Le MidCap potranno beneficiare esclusivamente del finanziamento agevolato con Quota Fondo per un importo non superiore al  50% del costo dell’iniziativa ammesso e realizzato, o di un contributo a fondo perduto pari al 15% per interventi nelle aree mappate della provincia di Rovigo e al 10% nelle aree mappate delle province di Venezia e Belluno.

FINANZIAMENTO A TASSO ZERO E AGEVOLATO

Durata dei finanziamenti:

• Operazioni “miste” (attivi materiali immobiliari, spese tecniche e altri investimenti mobiliari e/o immateriali): min 36 mesi – max 84 mesi (compreso preammortamento max 12 mesi);

• Operazioni “dotazionali” (attivi materiali mobiliari, attivi immateriali e spese tecniche – esclusi gli attivi materiali immobiliari): min 36 mesi – max 60 mesi (compreso preammortamento max 12 mesi).

INVESTIMENTI AMMISSIBILI

Investimenti che assicurino l’adozione di tecnologie previste dalle misure nazionali “Transizione 4.0” per aumentare la produttività delle imprese;

Investimenti a favore della transizione verso forme di produzione a minore impatto energetico e ambientale, l’economia verde e circolare.

Gli interventi devono favorire «innovazioni di prodotto» e/o «innovazioni di processo» in conformità con la “Strategia di specializzazione Intelligente (S3) della Regione del Veneto 2021 – 2027”.
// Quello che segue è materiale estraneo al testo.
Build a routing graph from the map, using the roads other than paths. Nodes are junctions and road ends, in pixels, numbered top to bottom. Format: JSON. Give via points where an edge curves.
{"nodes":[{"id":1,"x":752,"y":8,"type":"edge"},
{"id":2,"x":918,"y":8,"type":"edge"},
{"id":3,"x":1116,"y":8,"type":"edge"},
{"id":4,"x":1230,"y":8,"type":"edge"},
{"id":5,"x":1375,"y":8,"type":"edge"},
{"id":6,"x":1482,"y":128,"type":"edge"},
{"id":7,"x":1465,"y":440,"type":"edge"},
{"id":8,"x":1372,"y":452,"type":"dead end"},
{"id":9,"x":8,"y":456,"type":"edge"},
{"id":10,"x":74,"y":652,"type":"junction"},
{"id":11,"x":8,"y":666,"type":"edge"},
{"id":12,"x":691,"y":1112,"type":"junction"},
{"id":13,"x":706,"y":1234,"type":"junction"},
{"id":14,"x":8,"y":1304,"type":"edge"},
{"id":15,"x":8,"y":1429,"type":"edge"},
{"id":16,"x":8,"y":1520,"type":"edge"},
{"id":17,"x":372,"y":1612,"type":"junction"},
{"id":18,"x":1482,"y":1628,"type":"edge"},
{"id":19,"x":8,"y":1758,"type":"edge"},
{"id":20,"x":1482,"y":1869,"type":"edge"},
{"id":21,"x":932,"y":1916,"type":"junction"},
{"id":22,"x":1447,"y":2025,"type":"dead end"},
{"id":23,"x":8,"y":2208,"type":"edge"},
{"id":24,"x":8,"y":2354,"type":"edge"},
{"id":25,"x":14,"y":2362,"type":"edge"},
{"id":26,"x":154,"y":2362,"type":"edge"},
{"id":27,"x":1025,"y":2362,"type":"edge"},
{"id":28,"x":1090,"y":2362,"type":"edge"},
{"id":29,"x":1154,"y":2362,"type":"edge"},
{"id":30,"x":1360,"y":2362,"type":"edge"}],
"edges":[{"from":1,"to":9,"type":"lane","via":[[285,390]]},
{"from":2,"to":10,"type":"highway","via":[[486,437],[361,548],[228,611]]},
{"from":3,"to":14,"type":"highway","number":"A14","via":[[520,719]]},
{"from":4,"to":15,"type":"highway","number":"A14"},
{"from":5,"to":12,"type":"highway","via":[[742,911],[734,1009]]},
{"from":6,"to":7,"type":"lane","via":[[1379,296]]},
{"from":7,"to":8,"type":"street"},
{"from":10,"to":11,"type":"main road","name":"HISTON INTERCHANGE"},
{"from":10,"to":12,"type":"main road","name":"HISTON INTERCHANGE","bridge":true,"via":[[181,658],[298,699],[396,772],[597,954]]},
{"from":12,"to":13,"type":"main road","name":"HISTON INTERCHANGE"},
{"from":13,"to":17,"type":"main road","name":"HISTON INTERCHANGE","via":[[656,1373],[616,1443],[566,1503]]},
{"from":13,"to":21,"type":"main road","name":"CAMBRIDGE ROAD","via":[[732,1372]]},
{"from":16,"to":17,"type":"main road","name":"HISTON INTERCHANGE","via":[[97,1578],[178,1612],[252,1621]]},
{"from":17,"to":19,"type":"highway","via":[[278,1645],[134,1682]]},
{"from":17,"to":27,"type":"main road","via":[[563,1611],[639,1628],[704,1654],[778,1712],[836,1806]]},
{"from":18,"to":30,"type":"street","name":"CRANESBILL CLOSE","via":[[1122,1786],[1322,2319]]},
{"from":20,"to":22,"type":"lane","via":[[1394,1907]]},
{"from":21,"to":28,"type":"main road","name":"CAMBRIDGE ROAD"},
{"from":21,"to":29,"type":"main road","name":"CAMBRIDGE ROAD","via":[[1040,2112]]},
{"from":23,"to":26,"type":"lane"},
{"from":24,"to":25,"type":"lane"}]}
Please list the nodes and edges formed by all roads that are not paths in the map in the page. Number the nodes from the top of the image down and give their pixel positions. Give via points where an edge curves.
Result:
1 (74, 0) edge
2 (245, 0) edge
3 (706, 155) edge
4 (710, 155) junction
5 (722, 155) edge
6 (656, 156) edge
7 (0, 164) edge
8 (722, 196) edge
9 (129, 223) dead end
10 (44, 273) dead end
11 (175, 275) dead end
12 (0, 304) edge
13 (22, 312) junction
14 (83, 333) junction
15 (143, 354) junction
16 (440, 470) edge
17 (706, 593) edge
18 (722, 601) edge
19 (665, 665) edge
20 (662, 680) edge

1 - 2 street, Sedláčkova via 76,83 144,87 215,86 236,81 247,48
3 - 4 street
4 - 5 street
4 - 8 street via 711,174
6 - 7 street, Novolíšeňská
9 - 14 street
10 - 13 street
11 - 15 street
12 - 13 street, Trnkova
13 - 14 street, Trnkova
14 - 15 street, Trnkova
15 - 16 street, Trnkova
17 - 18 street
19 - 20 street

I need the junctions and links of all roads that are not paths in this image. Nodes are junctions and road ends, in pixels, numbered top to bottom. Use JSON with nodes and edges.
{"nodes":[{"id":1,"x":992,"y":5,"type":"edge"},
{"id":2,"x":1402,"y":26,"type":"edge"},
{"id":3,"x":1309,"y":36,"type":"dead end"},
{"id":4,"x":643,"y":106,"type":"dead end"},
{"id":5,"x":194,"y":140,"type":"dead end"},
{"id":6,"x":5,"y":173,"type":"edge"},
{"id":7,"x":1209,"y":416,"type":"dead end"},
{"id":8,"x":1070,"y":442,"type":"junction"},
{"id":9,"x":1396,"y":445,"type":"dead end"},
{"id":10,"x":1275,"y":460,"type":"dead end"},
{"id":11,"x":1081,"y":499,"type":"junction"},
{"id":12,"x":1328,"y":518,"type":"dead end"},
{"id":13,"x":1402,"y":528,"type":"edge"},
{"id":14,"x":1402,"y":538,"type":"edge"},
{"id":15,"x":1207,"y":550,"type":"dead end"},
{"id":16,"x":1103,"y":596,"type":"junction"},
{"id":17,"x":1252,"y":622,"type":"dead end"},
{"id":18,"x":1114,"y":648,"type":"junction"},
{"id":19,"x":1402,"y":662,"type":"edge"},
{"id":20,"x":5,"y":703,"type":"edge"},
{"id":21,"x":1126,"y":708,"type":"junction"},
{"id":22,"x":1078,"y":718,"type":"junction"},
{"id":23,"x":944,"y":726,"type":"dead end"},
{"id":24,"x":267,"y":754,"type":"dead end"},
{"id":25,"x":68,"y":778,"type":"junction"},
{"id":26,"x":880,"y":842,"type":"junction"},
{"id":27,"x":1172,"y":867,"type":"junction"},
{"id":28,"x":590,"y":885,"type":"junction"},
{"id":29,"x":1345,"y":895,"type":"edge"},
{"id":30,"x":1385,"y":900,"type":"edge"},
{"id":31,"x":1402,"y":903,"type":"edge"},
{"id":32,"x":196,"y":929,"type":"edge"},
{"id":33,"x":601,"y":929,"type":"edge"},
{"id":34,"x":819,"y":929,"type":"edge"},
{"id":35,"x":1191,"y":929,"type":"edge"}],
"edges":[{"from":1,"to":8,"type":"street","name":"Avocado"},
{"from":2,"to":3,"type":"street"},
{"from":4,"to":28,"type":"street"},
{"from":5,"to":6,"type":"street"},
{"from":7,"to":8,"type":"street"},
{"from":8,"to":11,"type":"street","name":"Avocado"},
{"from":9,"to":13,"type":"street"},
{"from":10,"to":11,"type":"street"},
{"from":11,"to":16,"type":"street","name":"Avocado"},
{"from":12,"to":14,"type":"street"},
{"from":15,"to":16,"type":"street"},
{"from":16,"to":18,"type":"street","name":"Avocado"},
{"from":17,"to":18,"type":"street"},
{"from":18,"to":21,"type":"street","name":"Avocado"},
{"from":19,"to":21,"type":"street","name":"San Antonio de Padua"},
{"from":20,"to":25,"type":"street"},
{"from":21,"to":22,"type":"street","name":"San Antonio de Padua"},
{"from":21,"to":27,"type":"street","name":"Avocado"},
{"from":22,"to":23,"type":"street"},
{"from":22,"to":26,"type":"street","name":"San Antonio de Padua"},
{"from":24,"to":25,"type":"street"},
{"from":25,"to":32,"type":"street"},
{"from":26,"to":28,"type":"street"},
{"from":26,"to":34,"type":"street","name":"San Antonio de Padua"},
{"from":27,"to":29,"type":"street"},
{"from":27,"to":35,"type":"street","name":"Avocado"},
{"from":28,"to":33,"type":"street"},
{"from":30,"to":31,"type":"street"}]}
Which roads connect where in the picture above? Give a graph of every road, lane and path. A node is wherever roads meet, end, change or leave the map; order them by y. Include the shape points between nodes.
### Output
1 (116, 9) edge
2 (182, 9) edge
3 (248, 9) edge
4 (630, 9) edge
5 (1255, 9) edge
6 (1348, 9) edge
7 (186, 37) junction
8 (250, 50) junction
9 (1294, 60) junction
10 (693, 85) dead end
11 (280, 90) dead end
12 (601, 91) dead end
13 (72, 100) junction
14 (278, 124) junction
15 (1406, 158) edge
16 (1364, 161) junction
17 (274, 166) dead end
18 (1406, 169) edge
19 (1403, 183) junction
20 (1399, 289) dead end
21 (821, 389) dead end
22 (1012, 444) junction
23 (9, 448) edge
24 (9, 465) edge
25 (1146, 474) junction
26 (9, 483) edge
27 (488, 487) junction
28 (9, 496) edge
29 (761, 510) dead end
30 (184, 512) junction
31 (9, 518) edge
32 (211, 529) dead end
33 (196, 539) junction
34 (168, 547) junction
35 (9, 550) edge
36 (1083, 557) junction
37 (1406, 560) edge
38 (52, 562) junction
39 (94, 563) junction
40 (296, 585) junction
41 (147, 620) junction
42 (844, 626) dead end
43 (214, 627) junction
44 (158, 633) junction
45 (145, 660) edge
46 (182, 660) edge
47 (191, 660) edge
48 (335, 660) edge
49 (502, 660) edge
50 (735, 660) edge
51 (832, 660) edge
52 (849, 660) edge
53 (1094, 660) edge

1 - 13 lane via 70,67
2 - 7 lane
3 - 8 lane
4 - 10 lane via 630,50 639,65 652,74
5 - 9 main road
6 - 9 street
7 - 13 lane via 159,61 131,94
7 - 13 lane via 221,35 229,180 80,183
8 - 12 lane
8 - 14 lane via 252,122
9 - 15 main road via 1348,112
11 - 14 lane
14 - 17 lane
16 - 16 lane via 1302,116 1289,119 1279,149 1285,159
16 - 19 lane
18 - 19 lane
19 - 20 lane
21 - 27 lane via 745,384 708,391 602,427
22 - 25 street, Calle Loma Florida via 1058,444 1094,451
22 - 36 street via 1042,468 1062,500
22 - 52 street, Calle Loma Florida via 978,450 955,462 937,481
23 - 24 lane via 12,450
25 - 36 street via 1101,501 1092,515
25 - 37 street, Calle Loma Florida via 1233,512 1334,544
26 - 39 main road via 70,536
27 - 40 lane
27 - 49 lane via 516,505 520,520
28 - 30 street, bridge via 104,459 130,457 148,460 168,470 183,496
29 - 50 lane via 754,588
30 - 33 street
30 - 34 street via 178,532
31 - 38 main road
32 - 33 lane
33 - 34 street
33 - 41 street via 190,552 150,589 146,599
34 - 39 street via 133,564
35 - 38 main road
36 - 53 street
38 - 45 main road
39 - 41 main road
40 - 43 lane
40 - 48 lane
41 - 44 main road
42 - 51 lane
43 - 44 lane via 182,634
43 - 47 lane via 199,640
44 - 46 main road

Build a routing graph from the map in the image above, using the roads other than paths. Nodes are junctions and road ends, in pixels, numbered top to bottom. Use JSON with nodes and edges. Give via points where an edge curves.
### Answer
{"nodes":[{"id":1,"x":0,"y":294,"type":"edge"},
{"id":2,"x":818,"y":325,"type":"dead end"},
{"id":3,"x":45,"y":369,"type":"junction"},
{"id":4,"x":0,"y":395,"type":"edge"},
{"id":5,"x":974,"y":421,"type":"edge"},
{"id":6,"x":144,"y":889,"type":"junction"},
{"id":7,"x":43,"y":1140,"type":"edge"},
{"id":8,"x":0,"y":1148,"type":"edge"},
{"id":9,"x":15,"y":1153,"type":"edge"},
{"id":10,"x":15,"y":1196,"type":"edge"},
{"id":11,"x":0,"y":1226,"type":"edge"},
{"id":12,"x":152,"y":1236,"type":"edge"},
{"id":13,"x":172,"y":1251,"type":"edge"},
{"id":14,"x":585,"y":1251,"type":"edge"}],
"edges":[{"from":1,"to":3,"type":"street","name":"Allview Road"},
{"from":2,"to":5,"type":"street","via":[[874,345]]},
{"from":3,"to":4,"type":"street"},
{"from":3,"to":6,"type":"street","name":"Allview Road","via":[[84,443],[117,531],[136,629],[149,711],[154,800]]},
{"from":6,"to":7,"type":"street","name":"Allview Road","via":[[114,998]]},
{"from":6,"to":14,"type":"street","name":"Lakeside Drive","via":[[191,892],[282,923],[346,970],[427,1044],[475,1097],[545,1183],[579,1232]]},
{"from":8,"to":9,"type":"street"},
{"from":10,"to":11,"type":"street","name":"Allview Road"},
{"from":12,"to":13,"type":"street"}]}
i progetti devono prevedere: rispetto del DNSH, divieto di consumo di suolo, invarianza o miglioramento delle prestazioni ambientali.

SPESE AMMISSIBILI

Importi: minimo euro 20.000,00 – massimo euro 500.000,00;

  • a) Spese per opere murarie e impianti tecnologici solo se funzionalmente correlate agli attivi materiali di cui alla lettera b): massimo 20% dell’investimento totale;
  • b) Acquisto e installazione di macchinari, impianti produttivi, hardware, attrezzature tecnologiche;
  • c) Spese per l’acquisto di: software e licenze d’uso software, marchi, brevetti e licenze di produzione; Spese per il rilascio, da parte di organismi accreditati da Accredia o da corrispondenti soggetti esteri per la specifica norma da certificare, delle certificazioni: – UNI EN ISO 14001:2015; – UNI EN ISO 45001:2018; – UNI CEI EN ISO 50001:2018; –  Registrazione EMAS (Regolamento CE n. 1221/2009); – ReMade in Italy; – Plastica Seconda Vita; –  Cradle to cradle; –  Carbon footprint; –  Ecolabel; – Greenguard;
  • d) Spese di direzione lavori, studi, progettazioni,   consulenze affidate all’esterno, connessi con il Programma di investimenti e finalizzati anche ad iniziative di commercializzazione e promozione: massimo il 10% del totale.

Gli investimenti devono essere avviati successivamente alla presentazione della domanda di agevolazione.

Gli investimenti devono essere avviati successivamente alla presentazione della domanda di agevolazione e rendicontati entro 12 mesi dalla concessione del beneficio.

OPERATIVITA’

Procedura a sportello fino ad esaurimento dei fondi

SCADENZE

L’apertura è attesa per marzo/aprile 2024

Scheda di riepilogo sintetica senza carattere di ufficialità ed esaustività con obiettivo di informazione generale. Per approfondimenti occorre fare esclusivo riferimento al bando e alla normativa ufficiale.